Relaxation times in an open interacting two-qubit system

In a two-qubit system the coupling with an environment considerably affects the entanglement dynamics, usually leads to the loss of entanglement within a finite time. Since entanglement is a key feature in the application of such systems to quantum information processing, it is highly desirable to find a way to prolonging its lifetime. We present a simple model of an interacting two-qubit system in the presence of a thermal Markovian environment. The qubits are modeled as interacting spin- 1/2 particles in a magnetic field and the environment is limited to inducing single spin-flip events. A simple scheme allows us to calculate the relaxation rates for all processes.
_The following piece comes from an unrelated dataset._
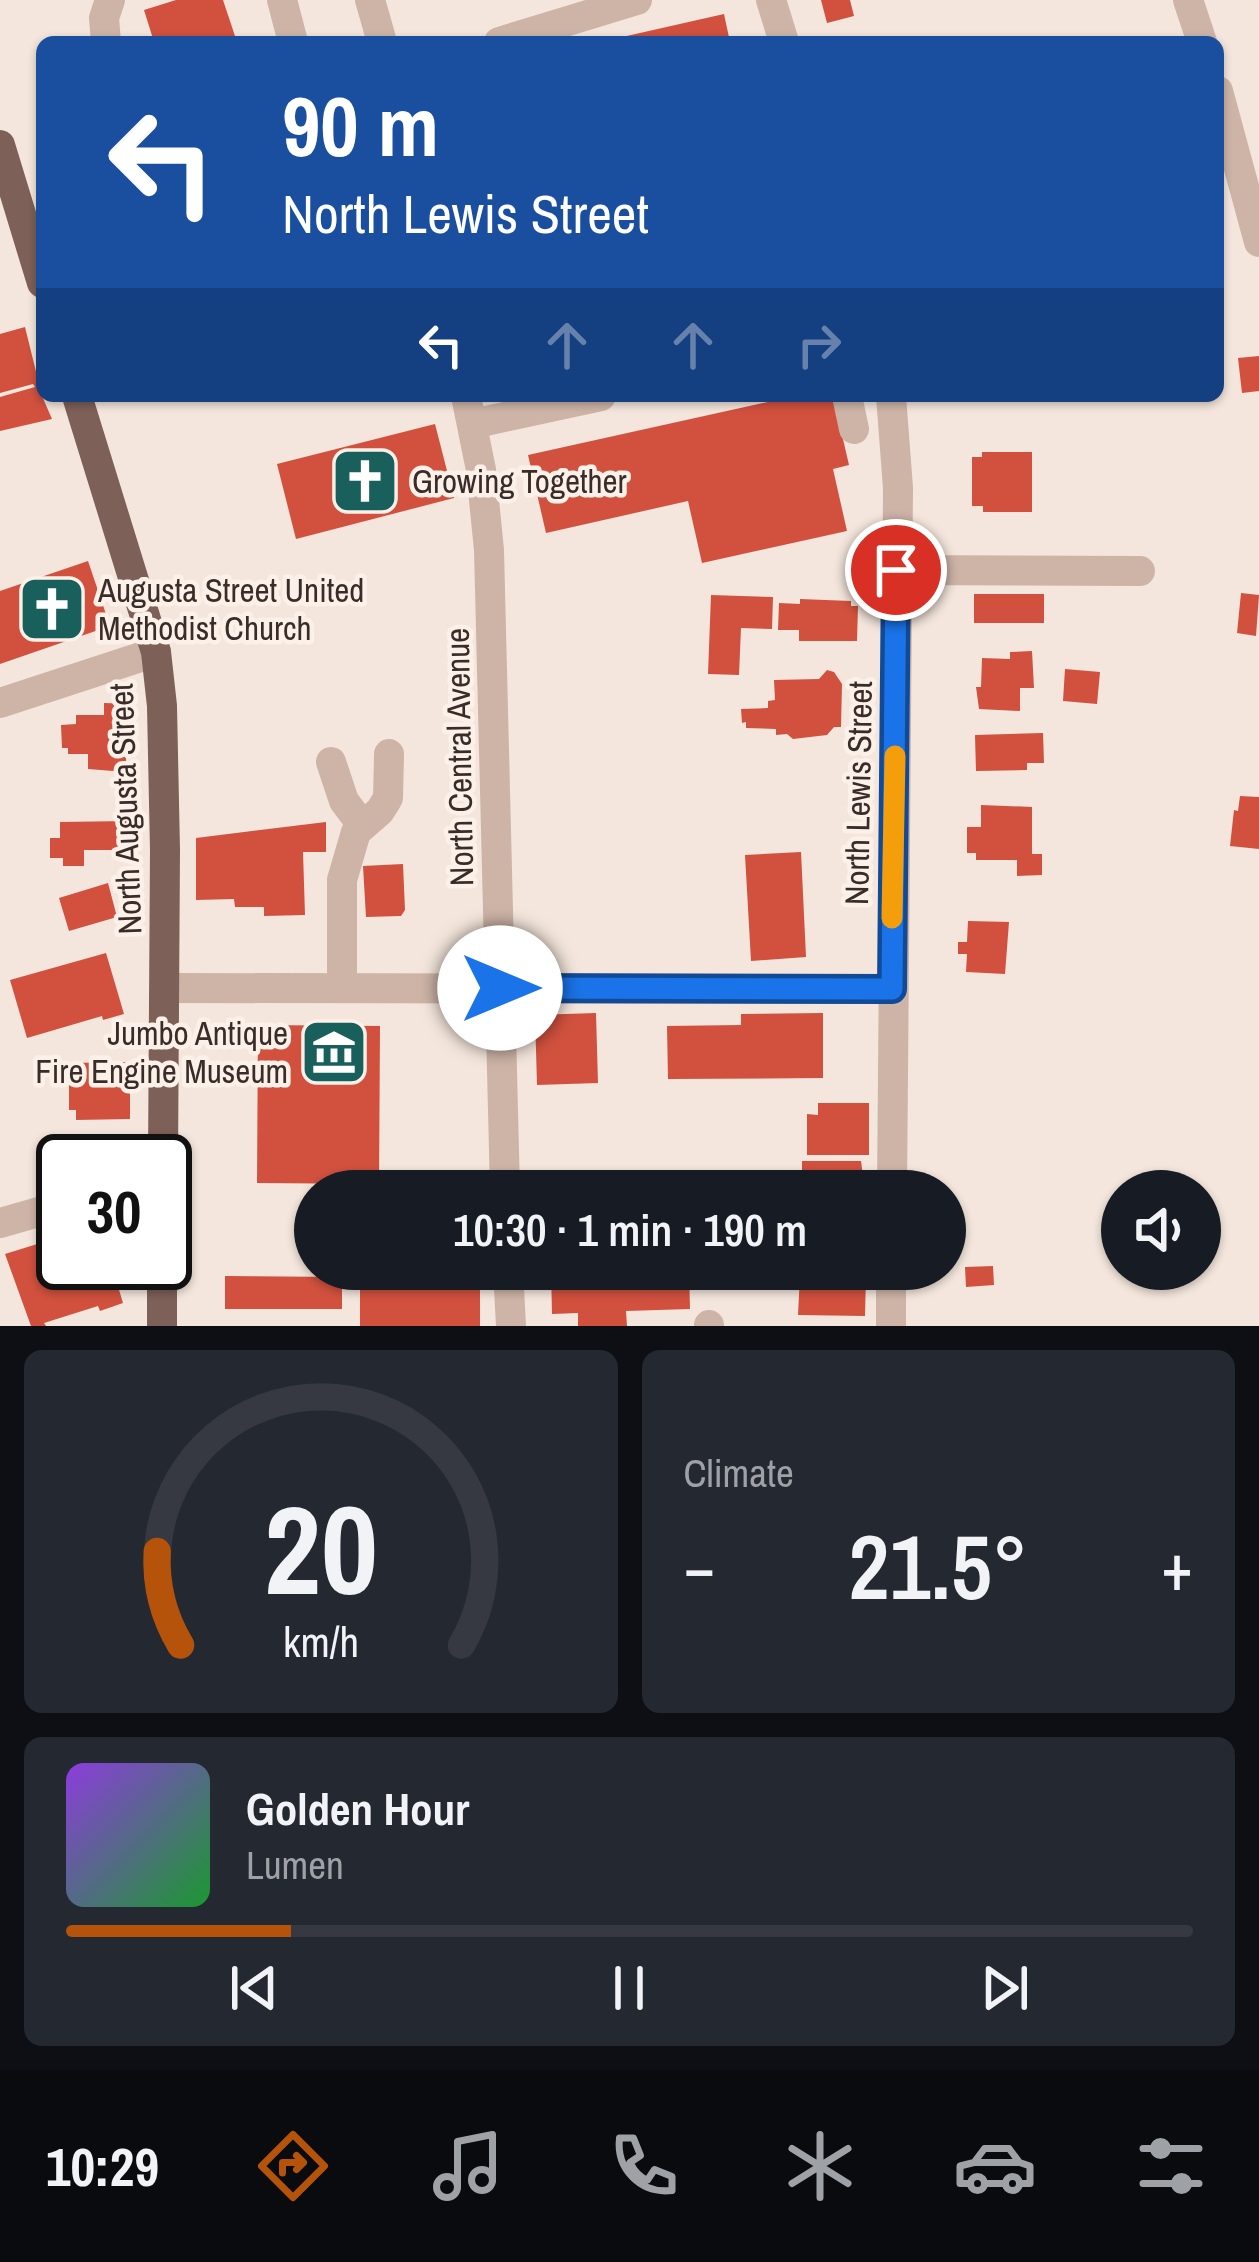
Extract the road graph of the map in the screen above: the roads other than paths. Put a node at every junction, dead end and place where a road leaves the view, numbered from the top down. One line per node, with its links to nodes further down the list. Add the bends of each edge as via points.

We show that the relaxation dynamics of the most entangled state exhibit critical slowing down as a function of the magnetic field, where the relaxation rate changes from exponentially small values to finite values in the zero-temperature limit. We study the effect of temperature and magnetic field on all the other relaxation rates and find that they exhibit unusual properties, such as nonmonotonic dependence on temperature and a discontinuity as a function of magnetic field. In addition, a simple scheme to include non-Markovian effects is presented and applied to the two-qubit model. We find that the relaxation rates exhibit a sharp, cusplike resonant structure as a function of the environment memory time, and that for long memory times all the different relaxation rates merge into a single one.